Saura mengetuk pipinya seraya berpikir. "Coba dong pinjem buku tulis matpem Dara, soalnya Rara jarang nyatet." Dengan cepat Dara menyerahkan buku tulisnya pada Saura, berharap gadis itu akan paham dan bisa berbagi jawaban dengannya nanti.
"Paham Ra?" tanya Dara penuh harap.
Saura menggeleng. "Nggak."
"Kok tumben?!" kata Dara tak percaya. "Terus, lo ngapain ngamatin buku gue kalo gak paham?"
"Rara cuma mandangin buku Dara doang kok!"
Dara mendengus. "Bolot!"
Bel masuk berbunyi bertepatan dengan guru matematika peminatan yang masuk menenteng map berisi soal-soal ulangan.
"Semua buku masukan ke tas, tas taro di depan, yang ada di meja hanya alat tulis. Cepat!"
"Ah Saura, gue benci lo!" gerutu Dara sebelum akhirnya menaruh tasnya di depan.
"Rara juga benci Dara," kata Saura ikut-ikutan.

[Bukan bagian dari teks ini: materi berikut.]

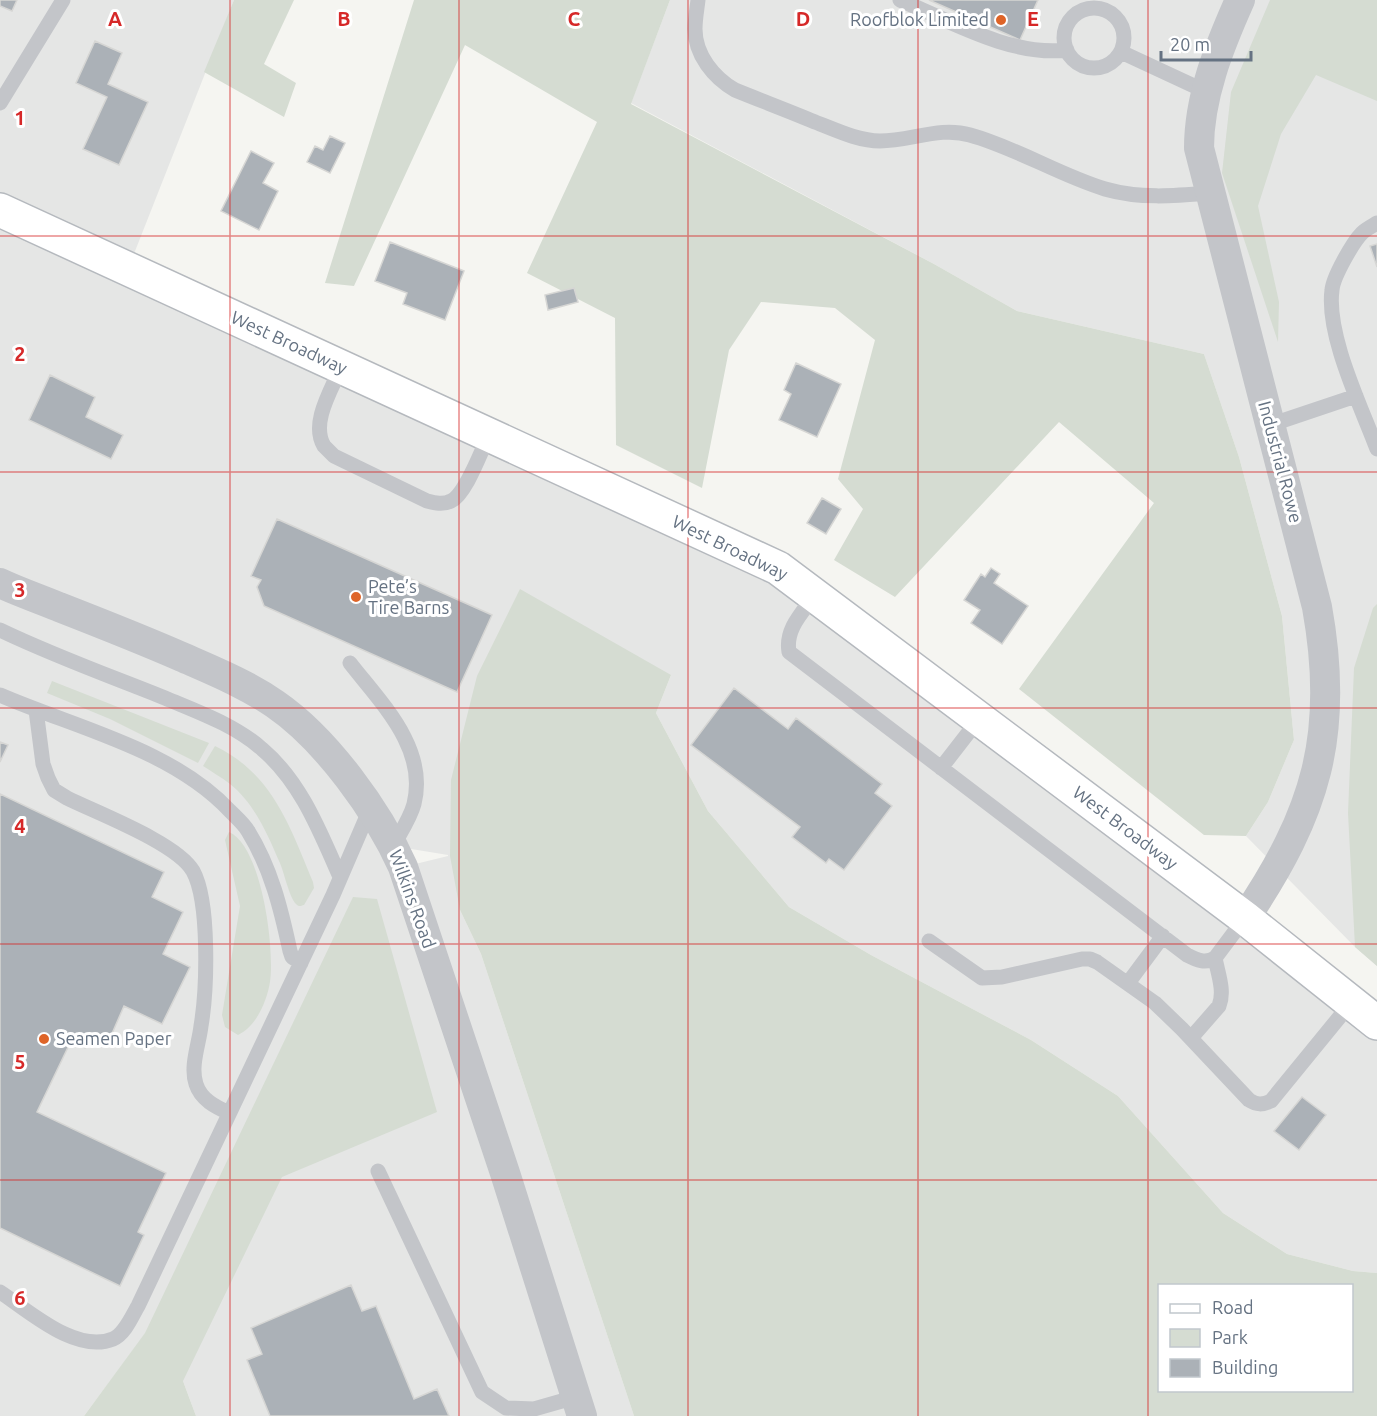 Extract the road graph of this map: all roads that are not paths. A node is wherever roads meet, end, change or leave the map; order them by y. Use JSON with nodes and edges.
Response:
{"nodes":[{"id":1,"x":63,"y":0,"type":"edge"},
{"id":2,"x":698,"y":0,"type":"edge"},
{"id":3,"x":900,"y":0,"type":"edge"},
{"id":4,"x":1240,"y":0,"type":"edge"},
{"id":5,"x":1067,"y":50,"type":"junction"},
{"id":6,"x":1121,"y":52,"type":"junction"},
{"id":7,"x":1207,"y":92,"type":"junction"},
{"id":8,"x":0,"y":103,"type":"edge"},
{"id":9,"x":1209,"y":193,"type":"junction"},
{"id":10,"x":0,"y":210,"type":"edge"},
{"id":11,"x":1377,"y":223,"type":"edge"},
{"id":12,"x":341,"y":367,"type":"junction"},
{"id":13,"x":1356,"y":396,"type":"junction"},
{"id":14,"x":1270,"y":425,"type":"junction"},
{"id":15,"x":489,"y":435,"type":"junction"},
{"id":16,"x":1377,"y":449,"type":"edge"},
{"id":17,"x":0,"y":584,"type":"edge"},
{"id":18,"x":814,"y":595,"type":"junction"},
{"id":19,"x":0,"y":630,"type":"edge"},
{"id":20,"x":350,"y":663,"type":"dead end"},
{"id":21,"x":0,"y":695,"type":"edge"},
{"id":22,"x":36,"y":710,"type":"junction"},
{"id":23,"x":979,"y":719,"type":"junction"},
{"id":24,"x":941,"y":768,"type":"junction"},
{"id":25,"x":370,"y":809,"type":"junction"},
{"id":26,"x":393,"y":846,"type":"junction"},
{"id":27,"x":340,"y":877,"type":"junction"},
{"id":28,"x":1245,"y":918,"type":"junction"},
{"id":29,"x":1163,"y":936,"type":"junction"},
{"id":30,"x":929,"y":941,"type":"dead end"},
{"id":31,"x":1215,"y":958,"type":"junction"},
{"id":32,"x":301,"y":963,"type":"junction"},
{"id":33,"x":1128,"y":983,"type":"junction"},
{"id":34,"x":1351,"y":1003,"type":"junction"},
{"id":35,"x":1377,"y":1023,"type":"edge"},
{"id":36,"x":1191,"y":1038,"type":"junction"},
{"id":37,"x":229,"y":1113,"type":"junction"},
{"id":38,"x":378,"y":1171,"type":"dead end"},
{"id":39,"x":0,"y":1292,"type":"edge"},
{"id":40,"x":579,"y":1407,"type":"edge"}],
"edges":[{"from":1,"to":8,"type":"lane"},
{"from":2,"to":9,"type":"lane"},
{"from":3,"to":5,"type":"lane"},
{"from":4,"to":7,"type":"street","name":"Industrial Rowe"},
{"from":5,"to":6,"type":"lane"},
{"from":5,"to":6,"type":"lane"},
{"from":6,"to":7,"type":"lane"},
{"from":7,"to":9,"type":"street","name":"Industrial Rowe"},
{"from":9,"to":14,"type":"street","name":"Industrial Rowe"},
{"from":10,"to":12,"type":"main road","name":"West Broadway"},
{"from":11,"to":13,"type":"lane"},
{"from":12,"to":15,"type":"main road","name":"West Broadway"},
{"from":12,"to":15,"type":"lane"},
{"from":13,"to":14,"type":"lane"},
{"from":13,"to":16,"type":"lane"},
{"from":14,"to":28,"type":"street","name":"Industrial Rowe"},
{"from":15,"to":18,"type":"main road","name":"West Broadway"},
{"from":17,"to":25,"type":"street","name":"Wilkins Road"},
{"from":18,"to":23,"type":"main road","name":"West Broadway"},
{"from":18,"to":24,"type":"lane"},
{"from":19,"to":27,"type":"lane"},
{"from":20,"to":26,"type":"lane"},
{"from":21,"to":22,"type":"lane"},
{"from":22,"to":32,"type":"lane"},
{"from":22,"to":37,"type":"lane"},
{"from":23,"to":24,"type":"lane"},
{"from":23,"to":28,"type":"main road","name":"West Broadway"},
{"from":24,"to":29,"type":"lane"},
{"from":25,"to":26,"type":"street","name":"Wilkins Road"},
{"from":25,"to":27,"type":"lane"},
{"from":26,"to":40,"type":"street","name":"Wilkins Road"},
{"from":27,"to":32,"type":"lane"},
{"from":28,"to":31,"type":"lane"},
{"from":28,"to":34,"type":"main road","name":"West Broadway"},
{"from":29,"to":31,"type":"lane"},
{"from":29,"to":33,"type":"lane"},
{"from":30,"to":33,"type":"lane"},
{"from":31,"to":36,"type":"lane"},
{"from":32,"to":37,"type":"lane"},
{"from":33,"to":36,"type":"lane"},
{"from":34,"to":35,"type":"main road","name":"West Broadway"},
{"from":34,"to":36,"type":"lane"},
{"from":37,"to":39,"type":"lane"},
{"from":38,"to":40,"type":"lane"}]}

Selama satu jam kelas terasa hening, hanya ada suara dengusan dan pulpen jatuh yang mengisi ruangan. Seketika ruang kelas terasa begitu mencekam bagi Saura, pagi ini kepalanya yang pusing semakin pusing ketika melihat soal itung-itungan di kertasnya, belum sampai di situ kesialannya. Karena pada saat Saura melirik sekilas ke arah Dara, ternyata soal mereka berbeda dan yang membuat Saura kesal adalah ketika gurunya menegur Saura yang ketahuan mengintip soal milik Dara.
Padahal, boro-boro nyontek, soal saja beda apa yang mau dicontek?! Bikin Saura malu saja gurunya itu!
Saura sempet melirik Dara sinis saat mendengar kekehan gadis itu yag menertawakannya karena dimarahi oleh Bu Dayu.
Beberapa menit telah terlewati, dari 10 soal yang setiap soalnya memilik anak, cucu dan cicit akhirnya Saura sudah menyelesaikan 8 soal, tinggal 2 soal lagi yang belum ia kerjakan sama sekali karena tiba-tiba kepalanya berat dan terasa berdenyut. Gadis itu menyesal karena tidak menuruti kata Bi Alif-asisten rumah tangganya-yang menyuruhnya untuk tidak sekolah dulu hari ini.